L’amnistia dell’ ‘89 aveva salvato i pezzi grossi di ogni partito: per molti sarebbe bastata la depenalizzazione e una legge che rimettesse le cose in ordine. Il provvedimento era pronto, ma buona parte della classe politica non se la sentì di intervenire mentre il paese lanciava monetine urlando “ladri” a tutti gli ammanettati, colpevoli o innocenti che fossero. “A molti conveniva fare fuori mio padre” – spiega Bobo Craxi. Si celebrò il processo a un’intera classe politica e, soprattutto, ai partiti tradizionali, ma sul banco degli imputati ci finirono solo alcuni dei protagonisti del finanziamento illecito. Bobo Craxi lo ammette nell’intervista che potrete ascoltare cliccando sull’immagine: “C’era chi prendeva i finanziamenti dall’America, chi li prendeva dalla Russia e poi c’erano i socialisti, che hanno dovuto arrangiarsi”. Per il figlio di Bettino la storia del “bottino”, che cita Travaglio non è imputabile a suo padre.
È vero che qualche soldo “rimaneva attaccato alle dita” di alcuni dirigenti di partito (giusto per citare il film), ma quel tipo di finanziamento era fisiologico, all’interno di una guerra che si combatteva sotto banco. Come affermò Giovanni Pellegrino parlando di Tangentopoli, la politica avrebbe dovuto risolvere il problema subito dopo il crollo del Muro di Berlino. Il sistema dei finanziamenti ai partiti era fuori controllo. Ma cosa è successo dopo? L’Italia è stata svenduta dalle seconde e terze file, da una politica che ha privatizzato per quattro lire i gioielli di famiglia e ha accettato parametri europei che hanno strozzato il paese.
Gli statisti come Craxi lo avrebbero permesso? Negli anni ‘80 i partiti erano forti e vigeva ancora il primato della politica: poi c’è stato il dominio della finanza e il risultato è stato il tracollo. L’Italia era la quinta potenza industriale e il debito pubblico era garantito da un Pil alto e un’occupazione buona. Pubblico e privato erano in buona salute, con tutte le anomalie che erano comunque da correggere. “Lo Stato italiano è stato condannato per come venivano condotti i processi, durante Mani Pulite, con l’abuso del carcere preventivo” – ricorda il figlio dell’ex leader del PSI. Nemmeno Di Pietro è contento di quello che è avvenuto dopo: la corruzione non fu eradicata, dopo fu peggio.
Crollati i partiti storici sono aumentati corruzione, populismo becero, “furbetti del quartierino“ e affaristi della politica molto peggiori di quelli della cosiddetta prima Repubblica. L’Italia ha perso colpi, è isolata a livello internazionale ed è molto meno autorevole dei tempi di Bettino Craxi.

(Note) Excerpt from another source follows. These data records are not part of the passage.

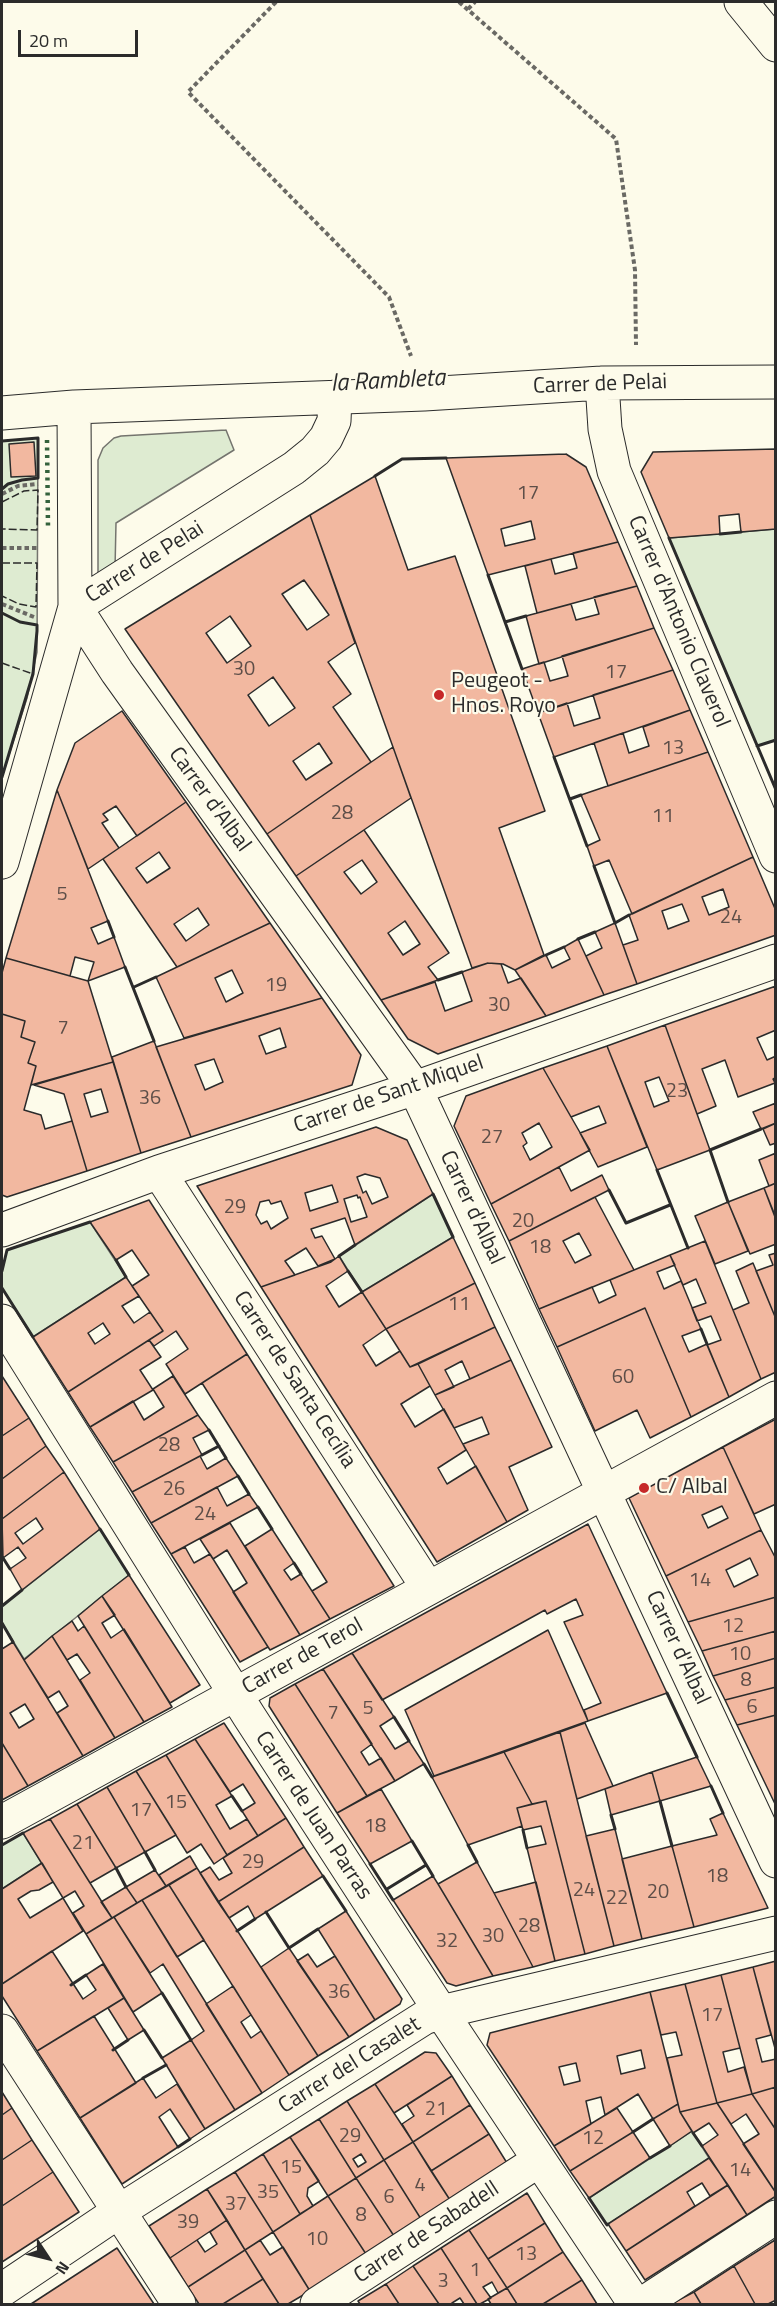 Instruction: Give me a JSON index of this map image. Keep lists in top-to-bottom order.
{
  "streets": {
    "street": [
      "Carrer de Pelai",
      "Carrer d'Antonio Claverol",
      "Carrer d'Albal",
      "Carrer de Sant Miquel",
      "Carrer de Santa Cecília",
      "Carrer de Terol",
      "Carrer de Juan Parras",
      "Carrer del Casalet",
      "Carrer de Sabadell"
    ]
  },
  "crossings": [
    ["Carrer de Pelai", "Carrer d'Antonio Claverol"],
    ["Carrer de Pelai", "Carrer d'Albal"],
    ["Carrer d'Albal", "Carrer de Sant Miquel"],
    ["Carrer d'Albal", "Carrer de Terol"],
    ["Carrer de Sant Miquel", "Carrer de Santa Cecília"],
    ["Carrer de Santa Cecília", "Carrer de Terol"],
    ["Carrer de Terol", "Carrer de Juan Parras"],
    ["Carrer de Juan Parras", "Carrer del Casalet"],
    ["Carrer de Juan Parras", "Carrer de Sabadell"]
  ],
  "water": ["la Rambleta"],
  "places": ["Peugeot - Hnos. Royo", "C/ Albal"],
  "house_numbers": [
    "17",
    "30",
    "17",
    "13",
    "28",
    "11",
    "5",
    "24",
    "19",
    "30",
    "7",
    "23",
    "36",
    "27",
    "29",
    "20",
    "18",
    "11",
    "60",
    "28",
    "26",
    "24",
    "14",
    "12",
    "10",
    "8",
    "6",
    "5",
    "7",
    "15",
    "17",
    "18",
    "21",
    "29",
    "18",
    "24",
    "20",
    "22",
    "28",
    "30",
    "32",
    "36",
    "17",
    "21",
    "29",
    "12",
    "15",
    "14",
    "4",
    "35",
    "6",
    "37",
    "8",
    "39",
    "10",
    "13",
    "1",
    "3"
  ],
  "scale_bar": "20 m",
  "north": "bottom right"
} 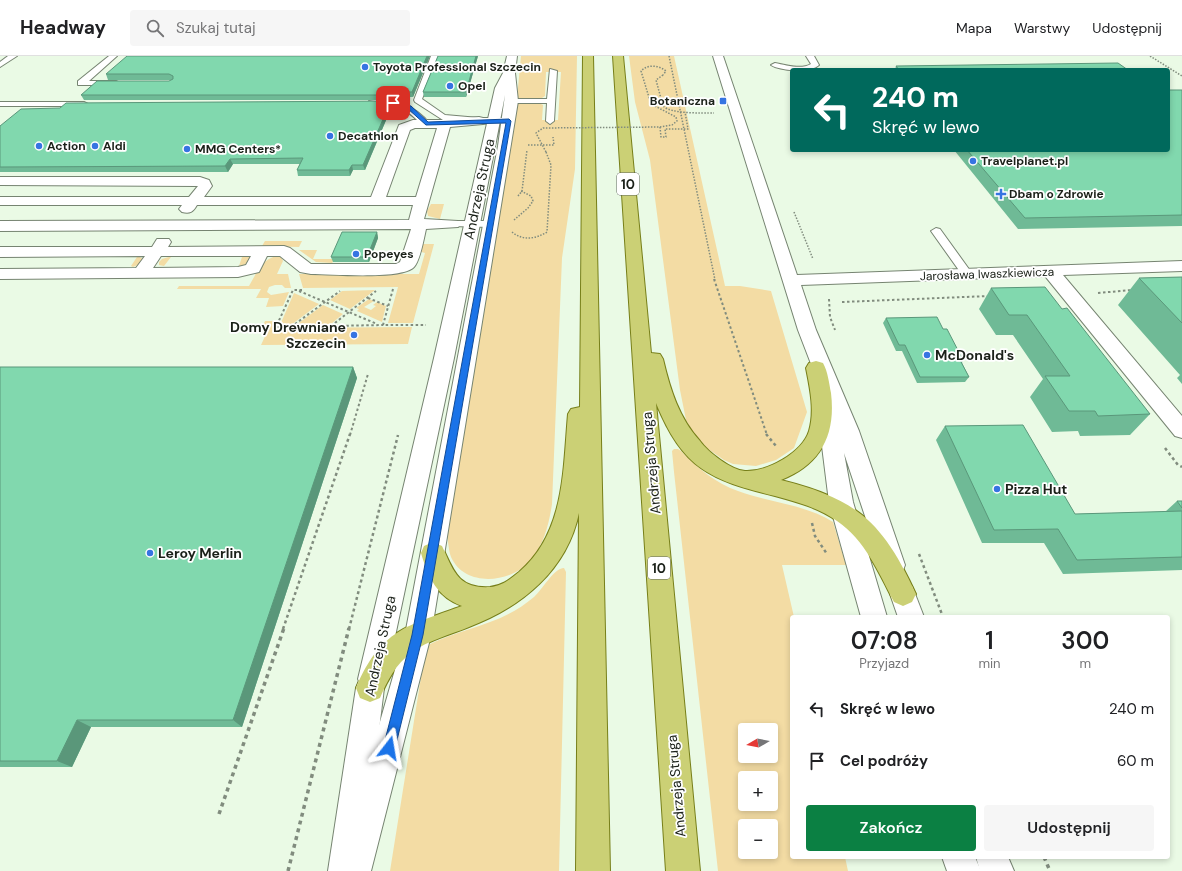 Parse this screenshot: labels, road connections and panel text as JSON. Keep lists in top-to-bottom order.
{
  "streets": {
    "main road": ["10", "Andrzeja Struga"],
    "street": ["Jarosława Iwaszkiewicza"]
  },
  "places": {
    "other": [
      "Toyota Professional Szczecin",
      "Opel",
      "Decathlon",
      "Action",
      "Aldi",
      "MMG Centers*",
      "Travelplanet.pl",
      "Popeyes",
      "Domy Drewniane Szczecin",
      "McDonald's",
      "Pizza Hut",
      "Leroy Merlin"
    ],
    "transit": ["Botaniczna"],
    "health": ["Dbam o Zdrowie"]
  },
  "north": "left",
  "page": {
    "header": "Headway",
    "search": "Szukaj tutaj",
    "nav": ["Mapa", "Warstwy", "Udostępnij"],
    "turn": ["240 m", "Skręć w lewo"],
    "eta": [
      "07:08",
      "Przyjazd",
      "1",
      "min",
      "300",
      "m"
    ],
    "list": [
      {
        "name": "Skręć w lewo",
        "value": "240 m"
      },
      {
        "name": "Cel podróży",
        "value": "60 m"
      }
    ],
    "map_buttons": ["+", "−"],
    "buttons": ["Zakończ", "Udostępnij"]
  }
}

I nuovi partiti che promettevano rivoluzioni sono inciampati anche loro nelle tentazioni dei finanziamenti pubblici (investiti in immobili o in gioielli africani). Ecco perché oggi la figura del leader socialista, con il suo sguardo progressista e la sua autorevolezza nei confronti degli Stati stranieri viene rivista, rivalutata e riscritta.